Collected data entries
---+---
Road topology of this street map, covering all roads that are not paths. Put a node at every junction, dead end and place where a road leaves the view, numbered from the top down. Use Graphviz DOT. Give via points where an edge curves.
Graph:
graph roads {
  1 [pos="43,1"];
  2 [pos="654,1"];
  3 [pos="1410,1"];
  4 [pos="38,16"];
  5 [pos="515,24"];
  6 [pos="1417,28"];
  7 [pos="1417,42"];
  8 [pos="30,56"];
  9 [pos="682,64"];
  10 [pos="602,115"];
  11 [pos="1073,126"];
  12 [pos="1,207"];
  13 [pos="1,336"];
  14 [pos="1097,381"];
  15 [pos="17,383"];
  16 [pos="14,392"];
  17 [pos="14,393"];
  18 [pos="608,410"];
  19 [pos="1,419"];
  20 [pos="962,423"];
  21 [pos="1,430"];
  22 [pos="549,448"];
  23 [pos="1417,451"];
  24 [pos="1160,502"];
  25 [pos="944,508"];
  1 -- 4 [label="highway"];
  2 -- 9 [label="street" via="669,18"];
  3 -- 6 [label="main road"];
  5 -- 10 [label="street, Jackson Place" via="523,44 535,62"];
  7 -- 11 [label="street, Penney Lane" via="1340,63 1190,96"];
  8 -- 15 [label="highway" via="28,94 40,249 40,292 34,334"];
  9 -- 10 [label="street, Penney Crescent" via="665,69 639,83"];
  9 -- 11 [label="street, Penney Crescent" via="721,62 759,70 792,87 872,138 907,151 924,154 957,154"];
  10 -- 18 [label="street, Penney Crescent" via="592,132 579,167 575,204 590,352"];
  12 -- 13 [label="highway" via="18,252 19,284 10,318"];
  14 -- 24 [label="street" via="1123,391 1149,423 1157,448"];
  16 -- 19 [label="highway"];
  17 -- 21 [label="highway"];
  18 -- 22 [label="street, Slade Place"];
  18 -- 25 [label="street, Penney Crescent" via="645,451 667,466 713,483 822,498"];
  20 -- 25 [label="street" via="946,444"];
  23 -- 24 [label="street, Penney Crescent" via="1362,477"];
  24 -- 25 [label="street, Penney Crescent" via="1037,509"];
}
---+---
**TRY IT**
The only acceptable answer is the full set of entries, repeated exactly.

**RESULT OF THE EXERCISE**
Road topology of this street map, covering all roads that are not paths. Put a node at every junction, dead end and place where a road leaves the view, numbered from the top down. Use Graphviz DOT. Give via points where an edge curves.
Graph:
graph roads {
  1 [pos="43,1"];
  2 [pos="654,1"];
  3 [pos="1410,1"];
  4 [pos="38,16"];
  5 [pos="515,24"];
  6 [pos="1417,28"];
  7 [pos="1417,42"];
  8 [pos="30,56"];
  9 [pos="682,64"];
  10 [pos="602,115"];
  11 [pos="1073,126"];
  12 [pos="1,207"];
  13 [pos="1,336"];
  14 [pos="1097,381"];
  15 [pos="17,383"];
  16 [pos="14,392"];
  17 [pos="14,393"];
  18 [pos="608,410"];
  19 [pos="1,419"];
  20 [pos="962,423"];
  21 [pos="1,430"];
  22 [pos="549,448"];
  23 [pos="1417,451"];
  24 [pos="1160,502"];
  25 [pos="944,508"];
  1 -- 4 [label="highway"];
  2 -- 9 [label="street" via="669,18"];
  3 -- 6 [label="main road"];
  5 -- 10 [label="street, Jackson Place" via="523,44 535,62"];
  7 -- 11 [label="street, Penney Lane" via="1340,63 1190,96"];
  8 -- 15 [label="highway" via="28,94 40,249 40,292 34,334"];
  9 -- 10 [label="street, Penney Crescent" via="665,69 639,83"];
  9 -- 11 [label="street, Penney Crescent" via="721,62 759,70 792,87 872,138 907,151 924,154 957,154"];
  10 -- 18 [label="street, Penney Crescent" via="592,132 579,167 575,204 590,352"];
  12 -- 13 [label="highway" via="18,252 19,284 10,318"];
  14 -- 24 [label="street" via="1123,391 1149,423 1157,448"];
  16 -- 19 [label="highway"];
  17 -- 21 [label="highway"];
  18 -- 22 [label="street, Slade Place"];
  18 -- 25 [label="street, Penney Crescent" via="645,451 667,466 713,483 822,498"];
  20 -- 25 [label="street" via="946,444"];
  23 -- 24 [label="street, Penney Crescent" via="1362,477"];
  24 -- 25 [label="street, Penney Crescent" via="1037,509"];
}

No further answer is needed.